This quick study on Law and Gospel was given at the end of service at St. Peter–Immanuel Lutheran Church in Milwaukee, WI, on July 4, 2018. The text of the study is included and you may play the audio of the study here.
We are continuing our talk on Thesis 9 from Walther’s Law and Gospel that basically boiled down to this: when someone is suffering under the Law, don’t point them to their feelings, their works, their prayers, or their struggles to get them back into a state of grace. Instead, point them to the Word and Sacraments. We talked last week about how you cannot trust your feelings to tell you your status with God; you need something outside of you and those never change.
You also should avoid a few other things, too: the idea that God has opened the door and you then only have to walk through it, God has done His share now you have to do yours, that the Gospel isn’t necessarily freeing but is a new set of instructions, and that faith is what improves a person. The reality is that we want to depend on ourselves to be right with God. It’s part of our fallen nature; we desire to self-justify or co-justify with God in the work that saves us. But, that’s not what the Scriptures tell us to do.
Walther points out a couple of times that when the people ask what they must do to be saved, and the answer is believe on the Lord Jesus Christ, this is the same thing as saying, “Nothing, there is nothing you need do. It has already been done for you. You are saved. Receive what Christ has done.” But, we have a hard time with that. It’s why we come up with all different kinds of bad ideas and heresies about God and His saving work for us. Whether it’s Mormonism and Islam, which teach that we have to work as hard as we can and then, hopefully, God will make up the rest, whether it’s Roman Catholicism that teaches we have to try to be perfect in Christ in this life, and if we’re not we have to go to Purgatory to have the rest of our sins burned away, whether its Pietism, which teaches that we must agonize over our sinful state and weak-hearted repentance in order to approach grace, we come up with all kinds of strange ideas to justify ourselves in God’s eyes. When we do this, we miss justification completely and move straight over into false teaching because we’re relying on ourselves and what we go through and not Christ and what He has endured.

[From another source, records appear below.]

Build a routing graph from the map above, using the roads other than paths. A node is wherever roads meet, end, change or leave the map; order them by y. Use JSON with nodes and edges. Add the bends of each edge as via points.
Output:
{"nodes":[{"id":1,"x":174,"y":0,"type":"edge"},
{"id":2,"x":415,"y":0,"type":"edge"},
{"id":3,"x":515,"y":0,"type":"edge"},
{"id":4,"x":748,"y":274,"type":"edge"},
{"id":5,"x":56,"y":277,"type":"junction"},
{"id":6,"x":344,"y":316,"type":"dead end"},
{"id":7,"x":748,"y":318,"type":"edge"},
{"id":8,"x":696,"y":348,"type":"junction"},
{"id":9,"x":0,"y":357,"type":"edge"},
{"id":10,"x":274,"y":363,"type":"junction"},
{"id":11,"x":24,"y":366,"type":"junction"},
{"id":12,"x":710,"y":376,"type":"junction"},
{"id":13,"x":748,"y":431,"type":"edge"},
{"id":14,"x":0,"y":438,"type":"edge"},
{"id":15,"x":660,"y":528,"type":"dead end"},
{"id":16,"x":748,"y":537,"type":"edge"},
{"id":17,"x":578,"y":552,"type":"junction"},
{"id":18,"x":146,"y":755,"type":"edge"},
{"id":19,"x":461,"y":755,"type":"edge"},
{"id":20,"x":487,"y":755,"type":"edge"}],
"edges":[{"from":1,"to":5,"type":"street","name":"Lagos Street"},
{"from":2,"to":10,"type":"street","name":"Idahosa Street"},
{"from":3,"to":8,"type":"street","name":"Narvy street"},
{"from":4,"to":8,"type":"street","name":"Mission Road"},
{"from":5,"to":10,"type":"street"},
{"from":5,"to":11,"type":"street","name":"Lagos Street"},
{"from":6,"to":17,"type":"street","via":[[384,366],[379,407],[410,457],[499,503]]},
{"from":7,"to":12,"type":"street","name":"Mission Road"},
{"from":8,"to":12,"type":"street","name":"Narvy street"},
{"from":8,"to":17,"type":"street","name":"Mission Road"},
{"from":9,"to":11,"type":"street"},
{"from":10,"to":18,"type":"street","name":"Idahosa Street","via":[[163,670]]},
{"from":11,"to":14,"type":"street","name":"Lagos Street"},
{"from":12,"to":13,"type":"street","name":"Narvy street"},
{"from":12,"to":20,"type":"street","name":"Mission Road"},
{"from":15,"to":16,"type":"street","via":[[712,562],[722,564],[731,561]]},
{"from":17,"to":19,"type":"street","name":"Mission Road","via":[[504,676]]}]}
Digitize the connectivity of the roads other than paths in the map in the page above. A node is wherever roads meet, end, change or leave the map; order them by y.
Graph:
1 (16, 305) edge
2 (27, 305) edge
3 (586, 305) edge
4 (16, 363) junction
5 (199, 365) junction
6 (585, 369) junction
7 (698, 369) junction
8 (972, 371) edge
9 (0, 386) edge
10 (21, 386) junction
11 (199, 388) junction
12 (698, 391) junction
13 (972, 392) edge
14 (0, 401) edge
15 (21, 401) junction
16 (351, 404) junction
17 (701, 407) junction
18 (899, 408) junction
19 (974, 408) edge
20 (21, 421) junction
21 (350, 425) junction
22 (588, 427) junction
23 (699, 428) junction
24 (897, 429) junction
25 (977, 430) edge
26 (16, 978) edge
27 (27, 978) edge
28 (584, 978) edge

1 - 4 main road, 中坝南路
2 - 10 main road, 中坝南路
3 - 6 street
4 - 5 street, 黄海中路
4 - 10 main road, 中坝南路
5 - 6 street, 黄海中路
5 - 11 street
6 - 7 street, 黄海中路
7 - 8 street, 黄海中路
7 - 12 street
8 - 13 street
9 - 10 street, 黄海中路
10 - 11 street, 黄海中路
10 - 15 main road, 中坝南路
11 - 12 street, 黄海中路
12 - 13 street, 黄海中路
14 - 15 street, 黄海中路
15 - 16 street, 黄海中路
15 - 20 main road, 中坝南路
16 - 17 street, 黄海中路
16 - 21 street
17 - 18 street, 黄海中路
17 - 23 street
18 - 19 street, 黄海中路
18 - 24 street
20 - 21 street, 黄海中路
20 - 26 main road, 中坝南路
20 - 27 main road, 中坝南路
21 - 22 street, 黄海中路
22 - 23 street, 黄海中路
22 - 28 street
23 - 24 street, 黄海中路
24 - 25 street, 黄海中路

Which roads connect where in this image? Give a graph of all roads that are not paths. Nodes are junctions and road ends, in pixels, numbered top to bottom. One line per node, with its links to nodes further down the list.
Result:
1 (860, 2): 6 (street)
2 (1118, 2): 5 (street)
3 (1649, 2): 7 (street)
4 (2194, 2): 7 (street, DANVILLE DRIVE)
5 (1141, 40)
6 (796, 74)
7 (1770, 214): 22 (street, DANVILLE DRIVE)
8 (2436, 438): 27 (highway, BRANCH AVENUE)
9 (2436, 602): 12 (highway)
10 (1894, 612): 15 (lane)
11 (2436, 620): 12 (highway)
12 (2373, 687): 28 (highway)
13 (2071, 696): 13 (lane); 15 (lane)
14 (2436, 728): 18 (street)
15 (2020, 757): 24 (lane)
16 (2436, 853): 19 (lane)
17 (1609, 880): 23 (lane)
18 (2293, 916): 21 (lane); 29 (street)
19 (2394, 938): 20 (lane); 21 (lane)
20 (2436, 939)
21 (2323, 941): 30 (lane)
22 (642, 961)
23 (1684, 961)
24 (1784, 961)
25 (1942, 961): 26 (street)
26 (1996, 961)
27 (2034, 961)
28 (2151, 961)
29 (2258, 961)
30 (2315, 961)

Do you see what’s missing from all of these? It is the means of grace that come from outside of you. The Word of God cannot change because it comes from outside of you; it’s not dependent on how good your eyes are or even how well you understand it. The Supper doesn’t change; it is always Christ, given for you, under the bread and the wine. Baptism doesn’t change; it’s always water and the Word, granting you salvation, washing you clean from your sins. Even the Absolution doesn’t change, for the preacher, as sinful as he is, as much as you may not like him, absolves by the command of Christ, the command to so given once and never to change. All of these come from outside of you, never from the inside, and ask you to take and see, taste, smell, eat, hear. These things are tangible, they are objective, they don’t depend on you but depend on the command of Christ. That’s why we place our hope in them, for, with the command of Christ, they are literally Christ in our ears, on our tongues, in our mouths, on our skin. Christ is in His means of grace; He has not deceived us in that.
In fact, we can go so far as to say that God does not want to deal with you in any other way than through the spoken Word and Sacraments. He doesn’t want to find you in your feelings. He doesn’t want to find you in your praise. He doesn’t want to find you in your excitement, or in a still, small voice, or in a move of wind, or in omens or bargains. He wants to find you where He’s told you He’ll be: Word and Sacrament. God has always been a tangible, objective God, the pillars of cloud and fire, the sacrifices, the blood, the bread, the wine. Nothing has changed. God wants to make sure that you are believing Him, depending on what He has given you, not on what you think you might find Him in. He has given you His ways and commands us not to add to them. And so we shall not and reject all errors that teach differently. We are a sacramental people, for we have a sacramental God, coming to us in ways that we can understand, and ways that He has promised.